Adam DeVine plays Owen, the character that Adam Sandler usually would have played. He’s a loveable bumbling idiot who has somehow ended up in a job that requires a far more responsible person than he is. As a Bank Manager, he’s in charge of the safe and its voice-activated security system. The voice-activated security system exists for the sole purpose of a joke where Owen sings a Blink-182 song to it as a password again and again.

It’s his wedding weekend. His traditional parents (Richard Kind and Julie Hagerty) are unapproving of his yoga-teaching fiancé Parker, played by Nina Dobrev, and his soon-to-be in-laws (Pierce Brosnan and Ellen Barkin). The problem regarding The Out-Laws appearing to have been reverse-engineered from its title, is that we have to sit through so much set-up for a forgone conclusion that we’re already privy to.

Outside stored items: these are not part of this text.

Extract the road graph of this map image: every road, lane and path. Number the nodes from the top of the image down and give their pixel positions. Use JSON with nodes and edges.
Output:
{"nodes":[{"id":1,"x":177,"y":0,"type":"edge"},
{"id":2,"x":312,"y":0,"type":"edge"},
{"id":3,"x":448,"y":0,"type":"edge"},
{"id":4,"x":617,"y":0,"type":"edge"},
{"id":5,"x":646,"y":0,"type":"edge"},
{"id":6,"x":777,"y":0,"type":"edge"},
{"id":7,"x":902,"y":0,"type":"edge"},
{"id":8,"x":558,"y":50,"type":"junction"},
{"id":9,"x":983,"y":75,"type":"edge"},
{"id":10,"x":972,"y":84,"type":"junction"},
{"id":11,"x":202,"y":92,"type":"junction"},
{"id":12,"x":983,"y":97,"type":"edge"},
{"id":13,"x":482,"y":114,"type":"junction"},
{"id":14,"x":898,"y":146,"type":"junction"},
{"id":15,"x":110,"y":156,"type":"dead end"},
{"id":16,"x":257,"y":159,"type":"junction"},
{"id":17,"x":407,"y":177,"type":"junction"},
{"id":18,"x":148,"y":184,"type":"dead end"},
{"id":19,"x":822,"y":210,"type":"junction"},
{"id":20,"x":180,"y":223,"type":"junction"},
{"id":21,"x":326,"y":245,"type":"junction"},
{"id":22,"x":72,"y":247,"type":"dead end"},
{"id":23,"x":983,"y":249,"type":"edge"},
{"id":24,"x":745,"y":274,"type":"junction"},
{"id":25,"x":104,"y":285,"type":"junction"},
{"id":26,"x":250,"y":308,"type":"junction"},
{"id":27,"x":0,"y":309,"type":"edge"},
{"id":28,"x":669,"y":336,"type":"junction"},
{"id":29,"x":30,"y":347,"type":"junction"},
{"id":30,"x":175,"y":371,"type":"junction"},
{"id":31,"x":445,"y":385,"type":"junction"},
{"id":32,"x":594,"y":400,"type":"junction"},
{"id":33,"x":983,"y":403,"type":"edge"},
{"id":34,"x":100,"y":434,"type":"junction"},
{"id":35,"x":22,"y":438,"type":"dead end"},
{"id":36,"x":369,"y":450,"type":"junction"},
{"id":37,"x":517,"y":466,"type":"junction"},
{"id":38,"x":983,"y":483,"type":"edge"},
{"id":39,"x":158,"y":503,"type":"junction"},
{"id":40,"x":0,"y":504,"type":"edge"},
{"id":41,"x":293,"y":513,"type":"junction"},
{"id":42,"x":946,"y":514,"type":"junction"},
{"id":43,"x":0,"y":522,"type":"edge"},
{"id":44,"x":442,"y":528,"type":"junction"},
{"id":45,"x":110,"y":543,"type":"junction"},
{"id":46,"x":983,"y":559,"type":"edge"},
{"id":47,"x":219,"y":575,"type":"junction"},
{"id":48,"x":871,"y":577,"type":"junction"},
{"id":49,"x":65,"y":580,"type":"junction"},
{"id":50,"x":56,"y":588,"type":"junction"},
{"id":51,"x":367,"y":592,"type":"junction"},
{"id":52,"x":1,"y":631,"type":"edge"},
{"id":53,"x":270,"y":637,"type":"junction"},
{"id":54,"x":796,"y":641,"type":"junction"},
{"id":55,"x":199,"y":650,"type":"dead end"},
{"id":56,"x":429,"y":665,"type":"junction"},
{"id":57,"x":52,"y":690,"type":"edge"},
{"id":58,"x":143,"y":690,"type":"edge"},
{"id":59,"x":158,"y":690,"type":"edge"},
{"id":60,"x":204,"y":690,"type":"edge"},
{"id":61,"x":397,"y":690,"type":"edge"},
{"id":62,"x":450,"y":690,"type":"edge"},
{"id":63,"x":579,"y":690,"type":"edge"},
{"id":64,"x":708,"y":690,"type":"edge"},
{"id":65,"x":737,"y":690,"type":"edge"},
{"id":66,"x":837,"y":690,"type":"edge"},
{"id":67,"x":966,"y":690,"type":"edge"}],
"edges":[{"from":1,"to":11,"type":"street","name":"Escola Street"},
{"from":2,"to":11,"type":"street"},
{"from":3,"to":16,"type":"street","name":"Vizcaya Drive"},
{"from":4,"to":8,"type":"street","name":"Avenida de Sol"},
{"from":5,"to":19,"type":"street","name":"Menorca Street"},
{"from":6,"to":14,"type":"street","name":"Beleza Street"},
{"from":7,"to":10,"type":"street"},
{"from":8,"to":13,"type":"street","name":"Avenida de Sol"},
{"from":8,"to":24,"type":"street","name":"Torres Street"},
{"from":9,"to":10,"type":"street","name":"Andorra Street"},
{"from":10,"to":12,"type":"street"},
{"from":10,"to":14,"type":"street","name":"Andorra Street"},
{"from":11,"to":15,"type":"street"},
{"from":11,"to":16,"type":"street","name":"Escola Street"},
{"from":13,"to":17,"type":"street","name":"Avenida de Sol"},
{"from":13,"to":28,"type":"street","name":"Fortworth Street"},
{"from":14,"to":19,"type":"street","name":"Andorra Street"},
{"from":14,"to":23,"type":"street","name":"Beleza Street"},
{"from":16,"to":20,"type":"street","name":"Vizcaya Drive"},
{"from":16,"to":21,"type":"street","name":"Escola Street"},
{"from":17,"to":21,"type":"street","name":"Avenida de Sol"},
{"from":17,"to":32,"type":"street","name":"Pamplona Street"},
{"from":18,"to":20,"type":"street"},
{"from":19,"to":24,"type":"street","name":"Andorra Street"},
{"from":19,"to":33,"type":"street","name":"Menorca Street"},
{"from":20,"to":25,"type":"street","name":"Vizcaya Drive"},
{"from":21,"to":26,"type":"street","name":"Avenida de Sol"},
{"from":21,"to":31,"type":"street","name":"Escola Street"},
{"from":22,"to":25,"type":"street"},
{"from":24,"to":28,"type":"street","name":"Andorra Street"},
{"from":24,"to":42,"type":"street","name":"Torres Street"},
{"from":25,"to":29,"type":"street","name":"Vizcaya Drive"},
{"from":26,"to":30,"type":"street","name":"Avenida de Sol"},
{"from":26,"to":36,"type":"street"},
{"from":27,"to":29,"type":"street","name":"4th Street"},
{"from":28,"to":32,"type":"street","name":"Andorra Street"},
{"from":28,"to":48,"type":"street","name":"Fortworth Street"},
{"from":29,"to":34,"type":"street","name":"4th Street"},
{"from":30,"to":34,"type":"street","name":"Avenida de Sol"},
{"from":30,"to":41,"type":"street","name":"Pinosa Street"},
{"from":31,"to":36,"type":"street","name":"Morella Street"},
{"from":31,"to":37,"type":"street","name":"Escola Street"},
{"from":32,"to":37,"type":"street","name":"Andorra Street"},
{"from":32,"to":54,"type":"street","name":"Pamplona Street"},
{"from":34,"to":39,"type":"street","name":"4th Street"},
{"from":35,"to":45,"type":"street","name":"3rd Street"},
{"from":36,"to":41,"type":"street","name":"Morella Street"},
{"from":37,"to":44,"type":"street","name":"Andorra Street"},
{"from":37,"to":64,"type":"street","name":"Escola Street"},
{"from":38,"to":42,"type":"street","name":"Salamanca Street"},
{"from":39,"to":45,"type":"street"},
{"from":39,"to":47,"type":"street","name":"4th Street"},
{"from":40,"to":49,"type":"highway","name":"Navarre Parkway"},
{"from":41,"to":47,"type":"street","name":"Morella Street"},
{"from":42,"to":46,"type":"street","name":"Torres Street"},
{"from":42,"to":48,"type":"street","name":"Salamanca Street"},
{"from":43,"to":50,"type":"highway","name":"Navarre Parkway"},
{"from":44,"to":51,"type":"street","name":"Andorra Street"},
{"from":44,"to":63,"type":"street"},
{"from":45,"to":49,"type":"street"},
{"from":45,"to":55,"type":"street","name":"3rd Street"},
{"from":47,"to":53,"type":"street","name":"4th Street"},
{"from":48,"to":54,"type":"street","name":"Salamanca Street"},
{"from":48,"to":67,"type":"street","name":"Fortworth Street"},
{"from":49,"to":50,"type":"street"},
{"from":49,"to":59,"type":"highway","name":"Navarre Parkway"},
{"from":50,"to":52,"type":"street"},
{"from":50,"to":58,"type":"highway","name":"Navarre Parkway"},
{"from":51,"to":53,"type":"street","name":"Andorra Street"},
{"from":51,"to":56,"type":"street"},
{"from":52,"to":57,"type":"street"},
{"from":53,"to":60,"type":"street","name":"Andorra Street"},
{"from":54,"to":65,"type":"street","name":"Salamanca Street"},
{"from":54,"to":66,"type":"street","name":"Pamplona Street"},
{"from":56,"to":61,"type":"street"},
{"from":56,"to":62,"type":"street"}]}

As soon as we find out that Owen’s about to get new in-laws, its fairly obvious that they’ll turn out to be the out-laws. But we still have to go through the awkward introductions, Owen defending their aloof nature to his parents, and the standard “In-laws, eh?” humour that stand-up comedians have long since left behind. It all might have amounted to something that isn’t worth skipping if Owen went on to deduce that Parker’s parents were the out-laws all along in a way that felt anywhere near satisfying, but he essentially just recounts what we’ve just seen in the order we’ve just seen it.

The Out-Laws is so clearly an Adam Sandler vehicle in the same vein as almost every other Happy Madison production that it almost triggers an uncanny valley feeling to see Adam DeVine play the lead role. That’s not his fault, and the problem isn’t anything to do with his performance or comedic instincts, it’s just not his film despite being his film. Pierce Brosnan and Richard Kind do have some comedic potential as opposing in-laws, but The Out-Laws never really makes much use of it. Nina Dobrev, Ellen Barkin and Julie Hagerty unfortunately all fade into the background due to a screenplay that clearly isn’t bothered whether they’re all there or not.

What’s most emblematic of how far The Out-Laws misses by is the character of Tyree, played by Lil Rey Howard. Just by virtue of being Lil Rey Howard, he’s able to bring some relief to an otherwise dry and unsuccessful attempt at a family comedy, but he plays the exact same character as he did in Get Out. Obviously, with Get Out being a racially-charged horror that depicts some really rough stuff, it’s good to have a character that provides a space to decompress here and there. The Out-Laws really shouldn’t need the same character to do the same thing when it’s supposed to be a light-hearted comedy.

Unfortunately, there just isn’t much substance to The Out-Laws. It starts where it ends and it repeats itself on the way with very little to laugh at while we get there. It’s really just one in a long line of low-effort, low-stakes comedies that are designed for us to watch and quickly forget about, and that’s exactly what we’ll do.